When a nurse appeared, Nick asked for some water and expressed concern about his pain. The nurse returned Nick to his trolley, but did not address the potential harm of not re-attaching his drip (NMC 2008). The nurse checked the chart and told Nick he could have 2 paracetamol every 4 hours. Nick requested stronger pain relief; the nurse told Nick that this would require a doctor. Nick believed the nurse left him, in order to consult a doctor to prescribe more medication and to bring some water to ease Nick’s thirst. Nick felt reassured that his needs would soon be met.
Making the care of people your first concern is a prerequisite for a nurse (NMC 2008). After surgery, Nick’s primary needs for thirst and pain relief remained unmet.
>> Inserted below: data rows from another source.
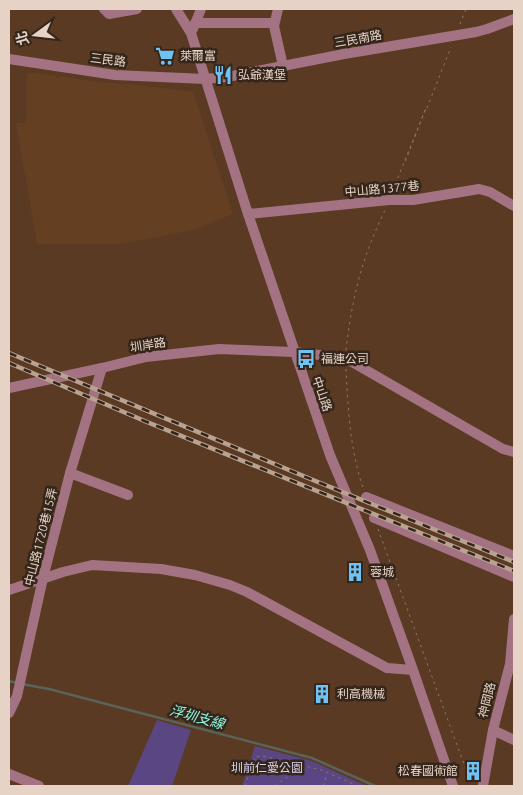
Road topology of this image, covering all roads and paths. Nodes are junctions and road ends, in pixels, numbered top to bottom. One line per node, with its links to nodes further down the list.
1 (104, 9): 2 (street)
2 (137, 9)
3 (176, 9): 9 (street, 中山路)
4 (201, 9): 9 (street)
5 (278, 9): 8 (street)
6 (466, 9): 10 (path)
7 (514, 19): 13 (street, 三民南路)
8 (274, 23): 9 (street); 13 (street)
9 (193, 28): 14 (street, 中山路)
10 (458, 30)
11 (450, 48): 15 (path)
12 (9, 59): 14 (street, 三民路)
13 (283, 66): 14 (street, 三民南路)
14 (205, 79): 19 (street, 中山路)
15 (405, 162): 15 (path); 16 (path)
16 (394, 188)
17 (389, 200): 18 (street, 中山路1377巷); 19 (street, 中山路1377巷); 21 (path)
18 (514, 206)
19 (248, 214): 20 (street, 中山路)
20 (294, 352): 21 (street, 圳岸路); 22 (street, 圳岸路); 36 (street, 中山路)
21 (345, 358): 24 (street); 26 (path)
22 (102, 368): 23 (street, 圳岸路); 25 (street, 中山路1720巷15弄)
23 (9, 388)
24 (514, 452)
25 (70, 473): 27 (street); 33 (street, 中山路1720巷15弄)
26 (360, 479)
27 (128, 495)
28 (366, 497): 31 (street)
29 (374, 518): 32 (street)
30 (384, 544): 49 (path)
31 (514, 556)
32 (514, 577)
33 (43, 578): 34 (street); 36 (street); 37 (street, 中山路1720巷15弄)
34 (9, 590)
35 (514, 619): 38 (street, 神岡路)
36 (413, 670): 48 (street, 中山路)
37 (9, 713)
38 (493, 730): 39 (street); 50 (street, 神岡路)
39 (514, 740)
40 (310, 767): 41 (path); 44 (path); 45 (path)
41 (328, 773): 46 (path); 47 (path)
42 (9, 774): 43 (street)
43 (39, 786)
44 (245, 786)
45 (274, 786)
46 (323, 786)
47 (358, 786)
48 (453, 786)
49 (472, 786)
50 (482, 786)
Because the nurse failed to return after a further 1. 5 hours, Nick took his care and welfare into his own hands. Nick discovered the room he had been admitted into was now occupied, but his clothing remained in the locker by the patient’s bed, so Nick retrieved his clothing, got dressed and left the hospital. As a direct result of Nick’s failure to receive water or pain relief, Thompson (2003) citing Charon et al. 1996) argues that Nick’s loss of trust in the hospital, his abandonment of his treatment, his questioning of the nurse’s integrity and his walking 6 miles home, in the early hours, endangering his recovery, is evidence of Nick’s underlying values, such as a desire for information, personal control, and recognition of individuality. Whilst Nick’s experience of postoperative care did not match appropriate NMC (2008) standards, this may have been due to other considerations; however Nick described himself as “meat on a slab”.
Postoperatively, Nick did not feel as though he was treated as an individual or accorded appropriate respect and dignity. According to Race and Wolfensburger (2003), Nick was devalued and experienced unacceptable levels of care, whilst Darzi (2008) maintains that people experience less loneliness and isolation when they receive highly superior care services that respect people’s dignity. Nick felt being left alone in a corridor, on a hospital trolley, thirsty and in pain, did not meet standards of superior quality care.
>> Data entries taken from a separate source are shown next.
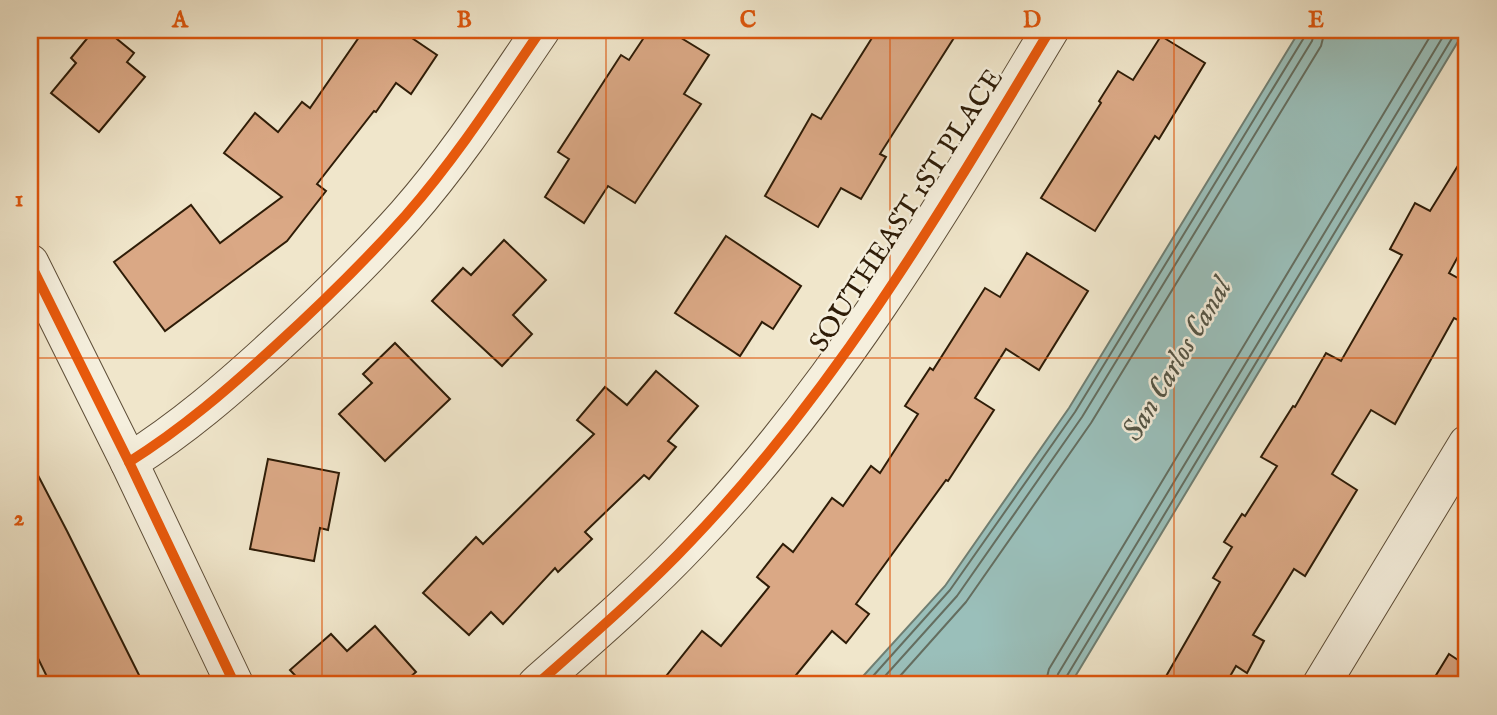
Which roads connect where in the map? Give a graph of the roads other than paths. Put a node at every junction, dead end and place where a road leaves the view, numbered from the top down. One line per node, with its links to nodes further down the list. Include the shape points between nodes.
1 (541, 30): 5 (street, via 469,135 407,214 339,288 172,435)
2 (1050, 30): 7 (street, SOUTHEAST 1ST PLACE, via 921,243 828,377 691,541)
3 (30, 262): 5 (street)
4 (1467, 444): 8 (street)
5 (129, 461): 6 (street)
6 (234, 685)
7 (536, 685)
8 (1321, 685)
It can be argued that Nick’s postoperative experiences could have been significantly improved had there been a staff member available to attend to his needs. Because the nurse was initially unavailable and unable to prescribe pain relief, her duty was to make a referral to another practitioner (NMC 2008). Since no other practitioner attended Nick to prescribe pain relief, it appeared to Nick that the nurse failed in her duty. According to Peate (2008) Nick’s vital signs should have been monitored postoperatively, and pain managed effectively.
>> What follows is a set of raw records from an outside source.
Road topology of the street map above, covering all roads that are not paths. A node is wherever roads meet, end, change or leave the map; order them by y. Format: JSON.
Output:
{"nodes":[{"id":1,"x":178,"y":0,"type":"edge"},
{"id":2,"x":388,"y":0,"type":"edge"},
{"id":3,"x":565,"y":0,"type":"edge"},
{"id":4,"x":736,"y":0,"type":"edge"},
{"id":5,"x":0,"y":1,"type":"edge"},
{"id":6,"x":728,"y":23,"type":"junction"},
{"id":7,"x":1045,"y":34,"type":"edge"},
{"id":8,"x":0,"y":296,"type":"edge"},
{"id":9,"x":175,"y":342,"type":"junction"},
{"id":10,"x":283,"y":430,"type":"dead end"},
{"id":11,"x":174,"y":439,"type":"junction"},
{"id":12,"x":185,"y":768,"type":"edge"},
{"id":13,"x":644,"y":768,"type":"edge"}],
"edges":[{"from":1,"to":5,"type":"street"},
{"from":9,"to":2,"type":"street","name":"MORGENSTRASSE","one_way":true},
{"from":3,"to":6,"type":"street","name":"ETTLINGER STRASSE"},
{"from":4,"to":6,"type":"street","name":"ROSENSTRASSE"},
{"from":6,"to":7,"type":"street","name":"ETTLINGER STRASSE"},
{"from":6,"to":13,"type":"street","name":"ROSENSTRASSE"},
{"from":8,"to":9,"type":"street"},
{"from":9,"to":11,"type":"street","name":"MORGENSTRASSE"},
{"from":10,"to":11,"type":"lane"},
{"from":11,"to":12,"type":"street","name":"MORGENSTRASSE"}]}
Nick’s immediate need for water and analgesia should have been met, and his drip re-attached. Nick received neither verbal reassurance, nor, more importantly, adequate explanation concerning why his needs were being untreated. Nick’s thirst was not satisfied with a basic human right such as water and Article 8 of the Human Rights Act (1998) also states, a person has the right to privacy, yet Nick’s privacy had been compromised. Nick’s bed was currently occupied, ostensibly denying him access to the facilities of that room however; Nick entered the room to retrieve his personal possessions.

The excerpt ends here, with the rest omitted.